Martin Scorsese Presents, offering free screenings of seven world cinema classics restored by the World Cinema Foundation (WCF), comes to the PHI Centre this week.

Martin Scorsese with Mathieu Roy courtesy of Sikelia Productions

The always innovative PHI Centre, who should be lauded for their fundamentally pro-artist/pro-audience-friendly programming, has an exciting line-up of free screenings planned from May 23–28. They will be offering a selection of seven restored world movie classics culled from Martin Scorsese’s World Cinema Foundation (WCF). An offshoot of the Film Foundation and established by Scorsese as a non-profit organization, the WCF is dedicated to the preservation and restoration  of neglected and archival international films.

The PHI Centre’s line-up is certainly obscure, with the most recent offering being 1981’s Trances by Moroccan filmmaker Ahmed El Maanouni. The remaining six selections are often in black and white, ranging in date from 1931–1972, from nations as far and wide as Brazil, India, Indonesia, Turkey, Egypt and Iran.

Local filmmaker Mathieu Roy, who first met Scorsese when he acted as the famous director’s personal assistant on the Montreal set of The Aviator in 2003, has been involved with the WCF since 2007, and was instrumental in bringing this selection of films to Montreal’s PHI Centre.

Roy, currently on-site at the Cannes Film Festival (where the WCF’s recently restored lost Filipino classic Manila, in the Claws of Light by Lino Brocka, just made its renaissance debut), weighed in on the cynical question of why contemporary North American audiences should be excited by these old foreign films. “Having just watched Brocka’s masterpiece at Cannes yesterday, the film seemed much more modern than most [recent] films I’ve seen this year.
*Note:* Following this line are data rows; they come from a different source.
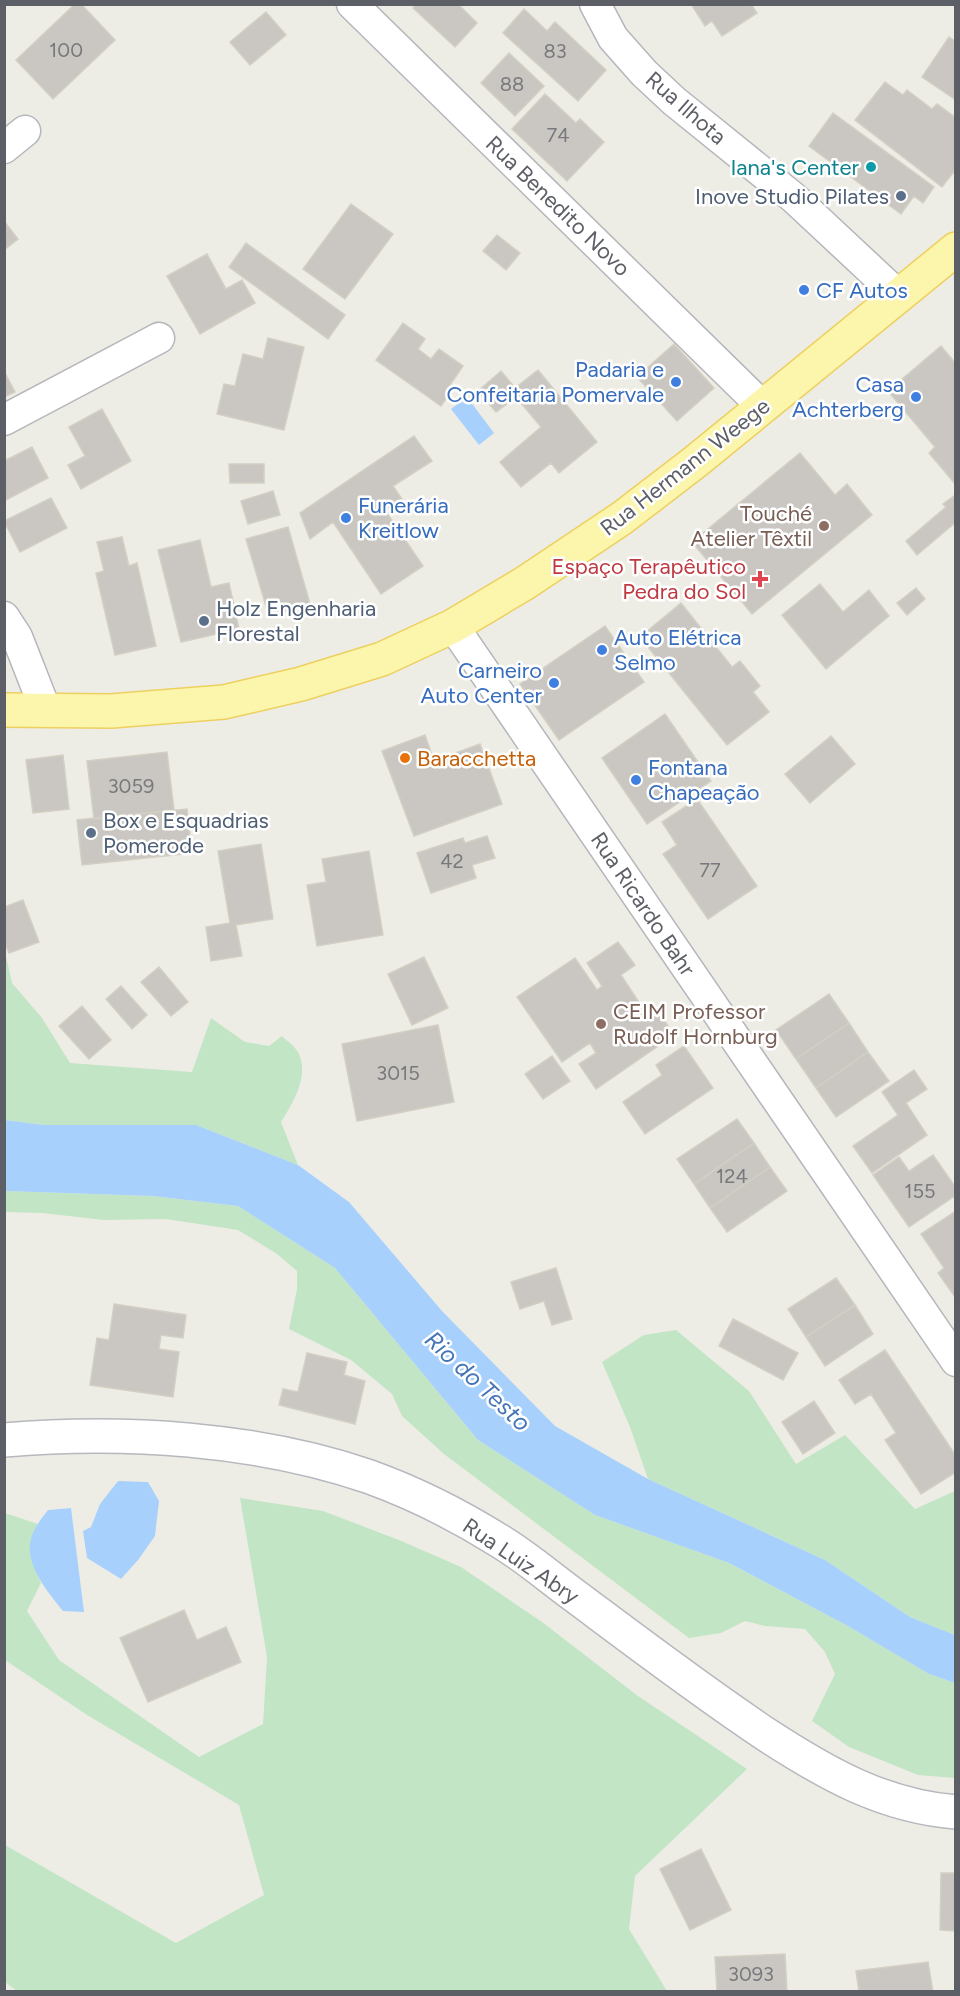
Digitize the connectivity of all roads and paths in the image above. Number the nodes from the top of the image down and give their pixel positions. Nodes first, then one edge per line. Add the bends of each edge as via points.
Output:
1 (352, 4) edge
2 (595, 4) edge
3 (956, 249) edge
4 (898, 296) junction
5 (159, 338) dead end
6 (763, 407) junction
7 (4, 420) edge
8 (4, 617) edge
9 (453, 626) junction
10 (4, 710) edge
11 (46, 711) junction
12 (956, 1361) edge
13 (4, 1440) edge
14 (956, 1812) edge

1 - 6 street, Rua Benedito Novo
2 - 4 street, Rua Ilhota via 613,38 644,73 794,198
3 - 4 main road, Rua Hermann Weege
4 - 6 main road, Rua Hermann Weege
5 - 7 street
6 - 9 main road, Rua Hermann Weege via 577,550
8 - 11 street
9 - 11 main road, Rua Hermann Weege via 382,658 301,684 224,702 111,711
9 - 12 street, Rua Ricardo Bahr
10 - 11 main road, Rua Hermann Weege
13 - 14 street, Rua Luiz Abry via 54,1436 169,1439 293,1455 370,1477 499,1540 719,1703 795,1753 886,1799

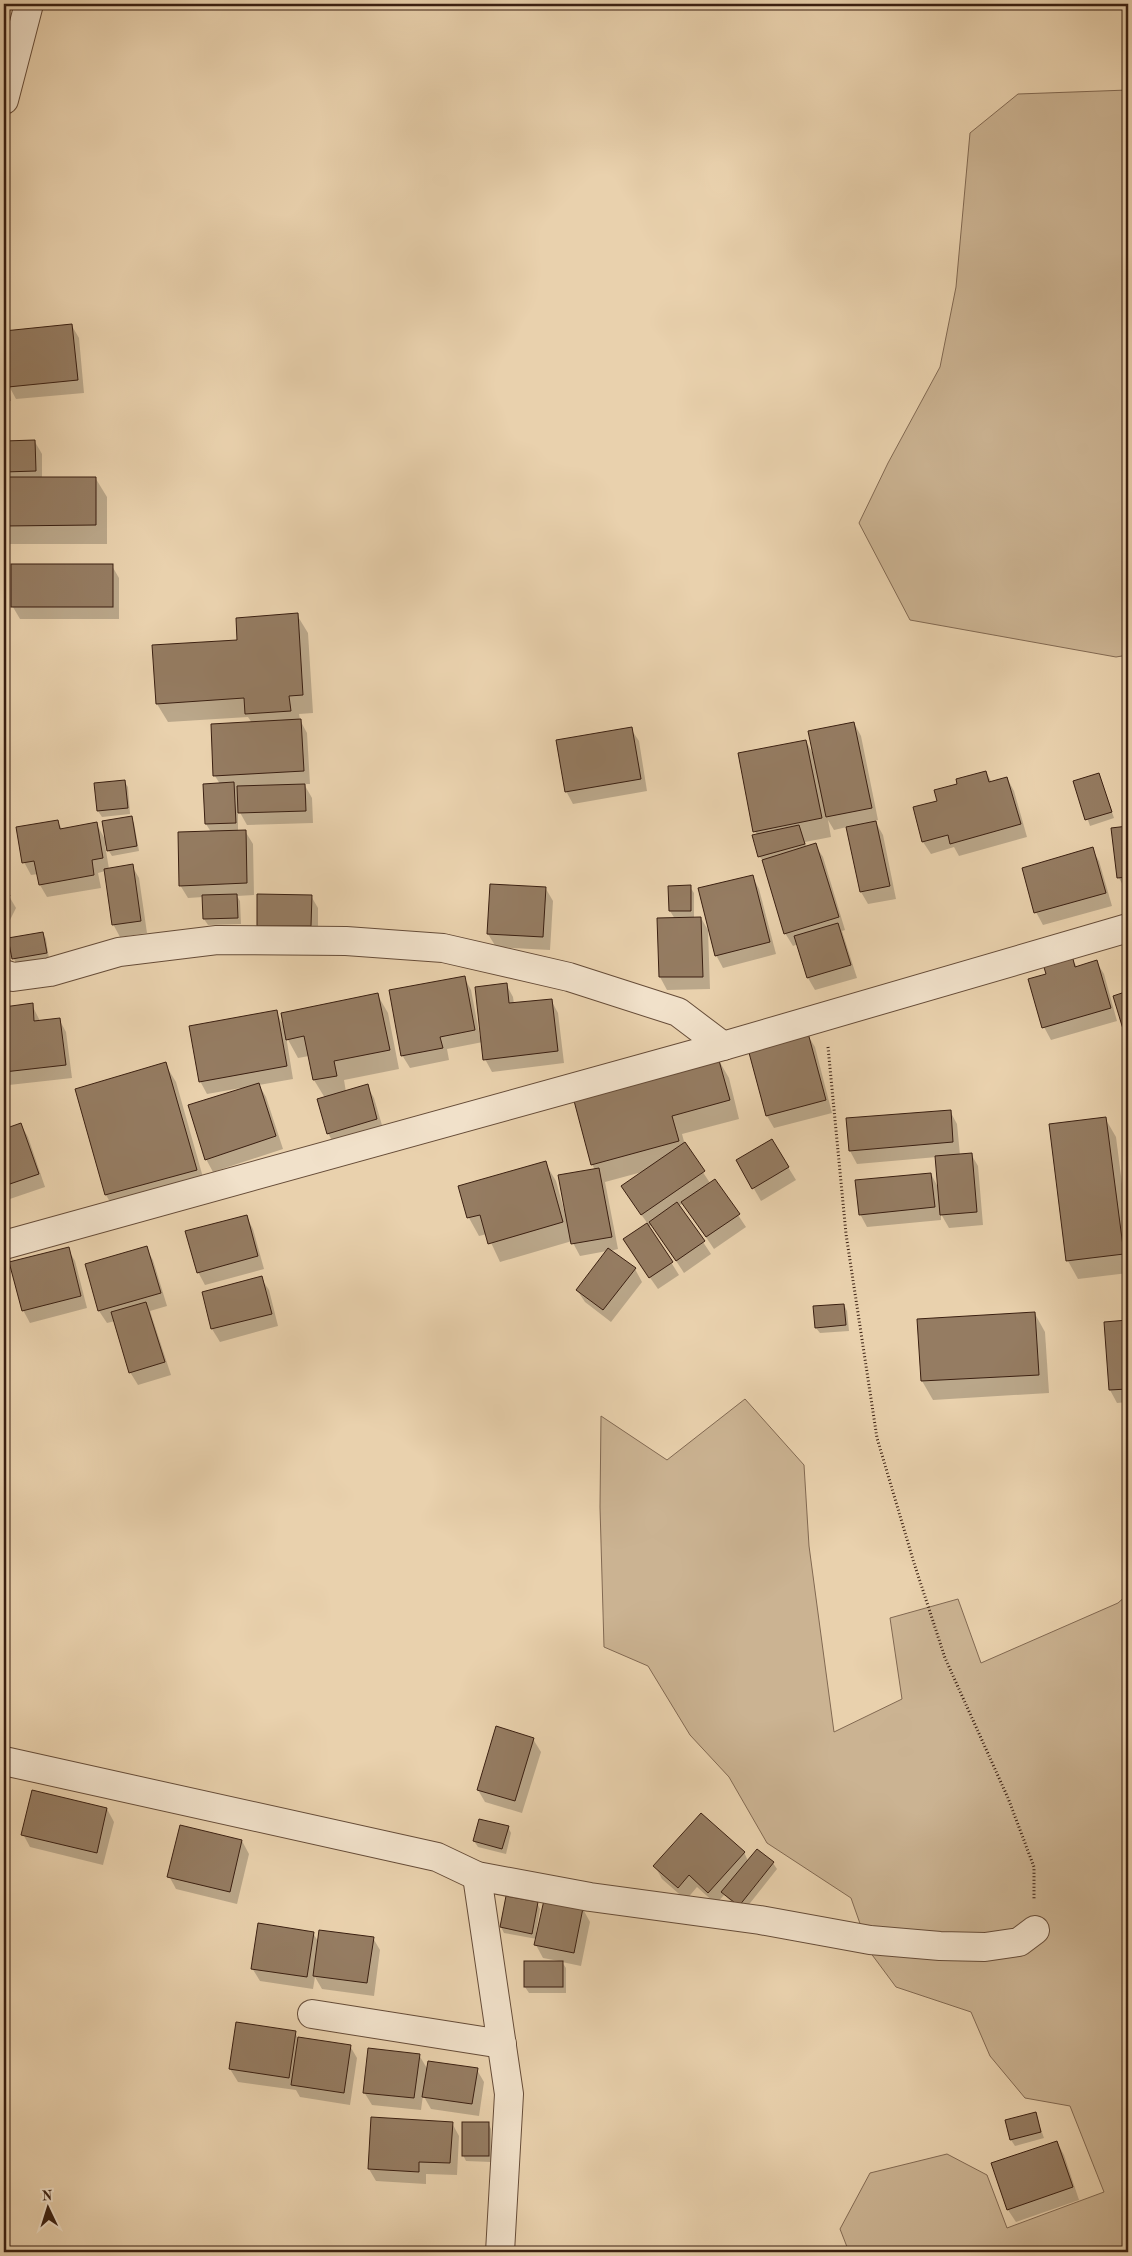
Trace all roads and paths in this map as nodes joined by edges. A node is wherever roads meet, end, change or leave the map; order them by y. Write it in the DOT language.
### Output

I’m confident that Montreal cinephiles, students and moviegoers are thirsty for a different kind of movie: movies that were made freely and outside the studio system; movies that tell us about who we are as human beings. Moreover, none of these films have ever been shown in Montreal,” explains Roy.
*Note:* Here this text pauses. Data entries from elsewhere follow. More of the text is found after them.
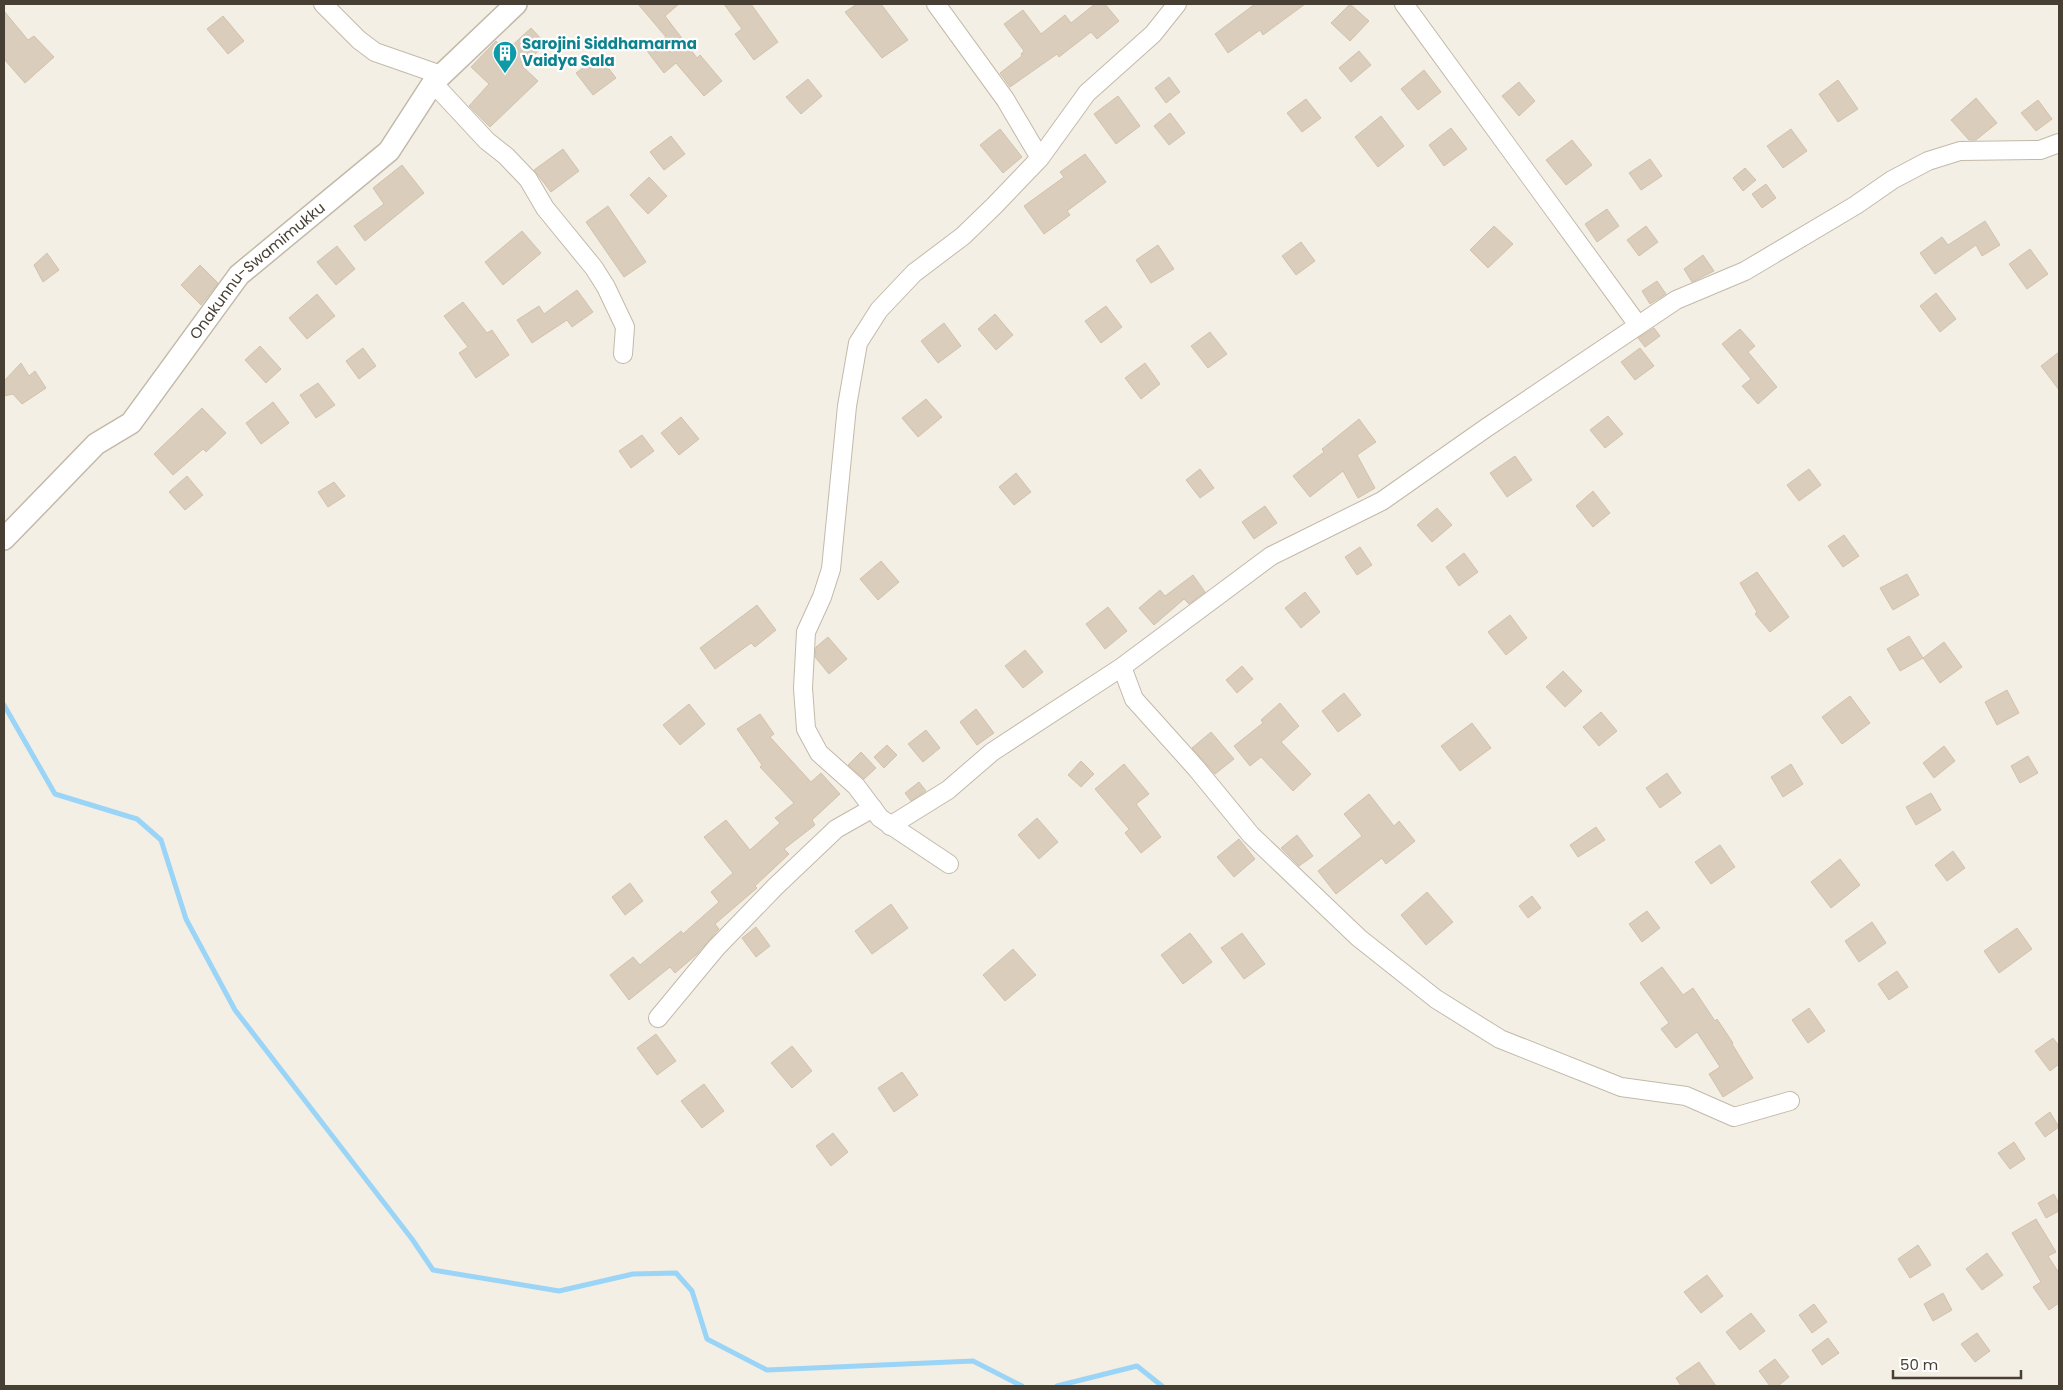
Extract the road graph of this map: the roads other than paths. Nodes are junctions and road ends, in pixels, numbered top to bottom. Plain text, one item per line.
1 (323, 4) edge
2 (516, 4) edge
3 (936, 4) edge
4 (1177, 4) edge
5 (1404, 4) edge
6 (437, 79) junction
7 (2059, 143) edge
8 (1040, 158) junction
9 (1638, 325) junction
10 (623, 354) dead end
11 (4, 539) edge
12 (1122, 667) junction
13 (873, 808) junction
14 (890, 826) junction
15 (949, 864) dead end
16 (658, 1018) dead end
17 (1790, 1101) dead end

1 - 6 street
2 - 6 street, Onakunnu-Swamimukku
3 - 8 street
4 - 8 street
5 - 9 street
6 - 10 street
6 - 11 street, Onakunnu-Swamimukku
7 - 9 street
8 - 13 street
9 - 12 street
12 - 14 street
12 - 17 street
13 - 14 street
13 - 16 street
14 - 15 street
As for his personal favourites among the bunch, Roy highlights Trances. “I saw it with Scorsese in Marrakesh in front of thousands of people and thus it remains a special one for me. Limite is also a very interesting impressionistic film, made in 1931. The film has an incredible cultish history, and I edited a 12-minute interview clip with Walter Salles [for the WCF] where he explains and contextualizes why and how the film is so important.” ■

The World Cinema Foundation’s Martin Scorsese Presents, begins Thursday, May 23 at the Phi Centre (407 St-Pierre). Check their website for the film schedule. All screenings free.